▽

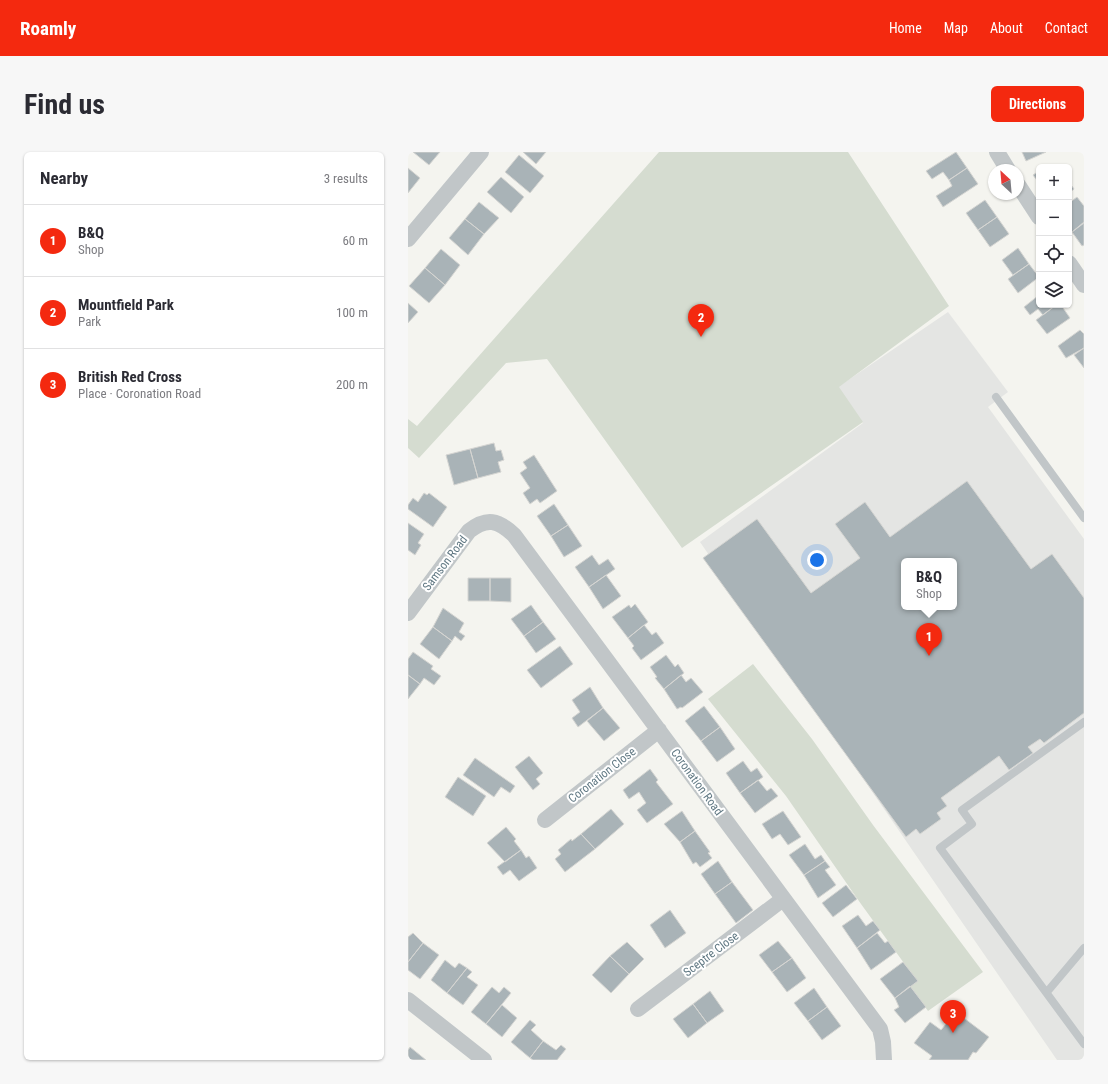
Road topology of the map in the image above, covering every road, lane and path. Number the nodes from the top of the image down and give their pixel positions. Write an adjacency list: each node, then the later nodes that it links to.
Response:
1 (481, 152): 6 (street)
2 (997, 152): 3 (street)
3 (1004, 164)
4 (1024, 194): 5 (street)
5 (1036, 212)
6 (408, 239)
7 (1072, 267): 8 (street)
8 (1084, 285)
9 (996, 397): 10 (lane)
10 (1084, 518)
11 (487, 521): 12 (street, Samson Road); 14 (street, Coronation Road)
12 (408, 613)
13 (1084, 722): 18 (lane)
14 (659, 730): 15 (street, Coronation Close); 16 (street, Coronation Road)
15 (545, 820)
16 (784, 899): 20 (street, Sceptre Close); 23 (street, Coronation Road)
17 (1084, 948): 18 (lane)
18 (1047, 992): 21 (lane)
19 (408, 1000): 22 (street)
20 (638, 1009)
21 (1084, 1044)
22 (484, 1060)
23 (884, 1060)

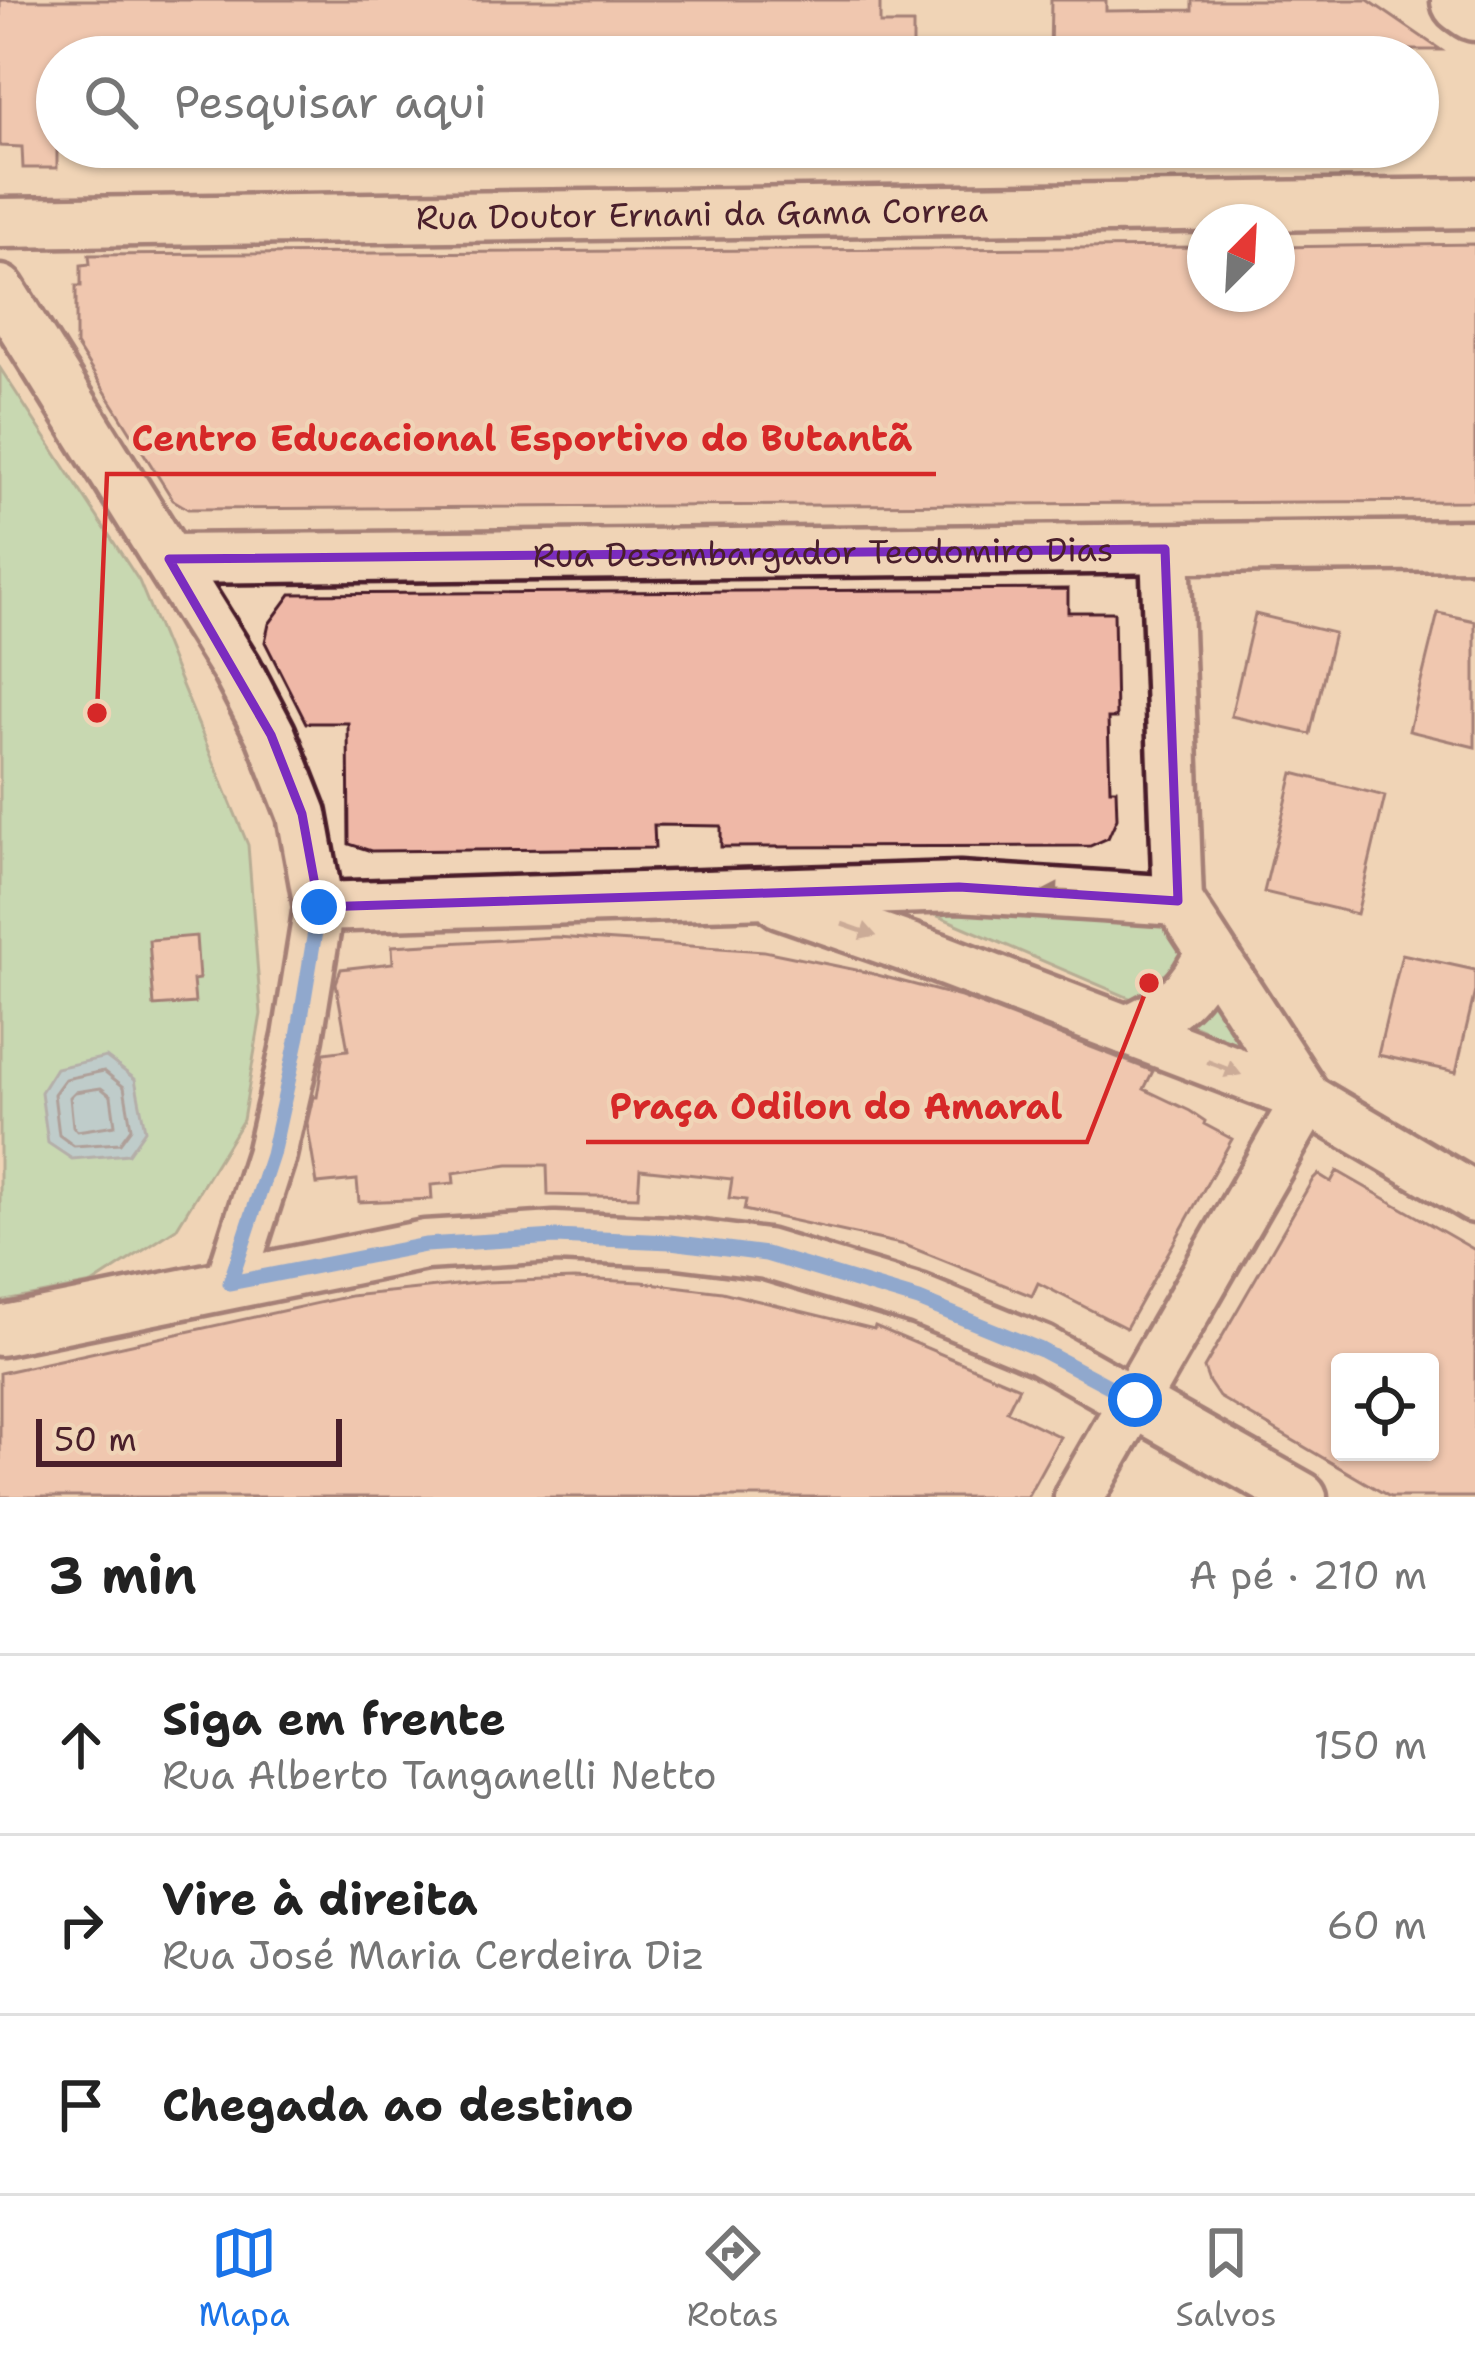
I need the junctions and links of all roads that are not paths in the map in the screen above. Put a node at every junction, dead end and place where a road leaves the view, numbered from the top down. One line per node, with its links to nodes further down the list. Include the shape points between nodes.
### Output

△

--- TASK TO COMPLETE ---
Output the whole of the data, unchanged; keep the pictures out.

--- FINAL ANSWER ---
Road topology of the map in the image above, covering every road, lane and path. Number the nodes from the top of the image down and give their pixel positions. Write an adjacency list: each node, then the later nodes that it links to.
Response:
1 (481, 152): 6 (street)
2 (997, 152): 3 (street)
3 (1004, 164)
4 (1024, 194): 5 (street)
5 (1036, 212)
6 (408, 239)
7 (1072, 267): 8 (street)
8 (1084, 285)
9 (996, 397): 10 (lane)
10 (1084, 518)
11 (487, 521): 12 (street, Samson Road); 14 (street, Coronation Road)
12 (408, 613)
13 (1084, 722): 18 (lane)
14 (659, 730): 15 (street, Coronation Close); 16 (street, Coronation Road)
15 (545, 820)
16 (784, 899): 20 (street, Sceptre Close); 23 (street, Coronation Road)
17 (1084, 948): 18 (lane)
18 (1047, 992): 21 (lane)
19 (408, 1000): 22 (street)
20 (638, 1009)
21 (1084, 1044)
22 (484, 1060)
23 (884, 1060)

I need the junctions and links of all roads that are not paths in the map in the screen above. Put a node at every junction, dead end and place where a road leaves the view, numbered from the top down. One line per node, with its links to nodes further down the list. Include the shape points between nodes.
### Output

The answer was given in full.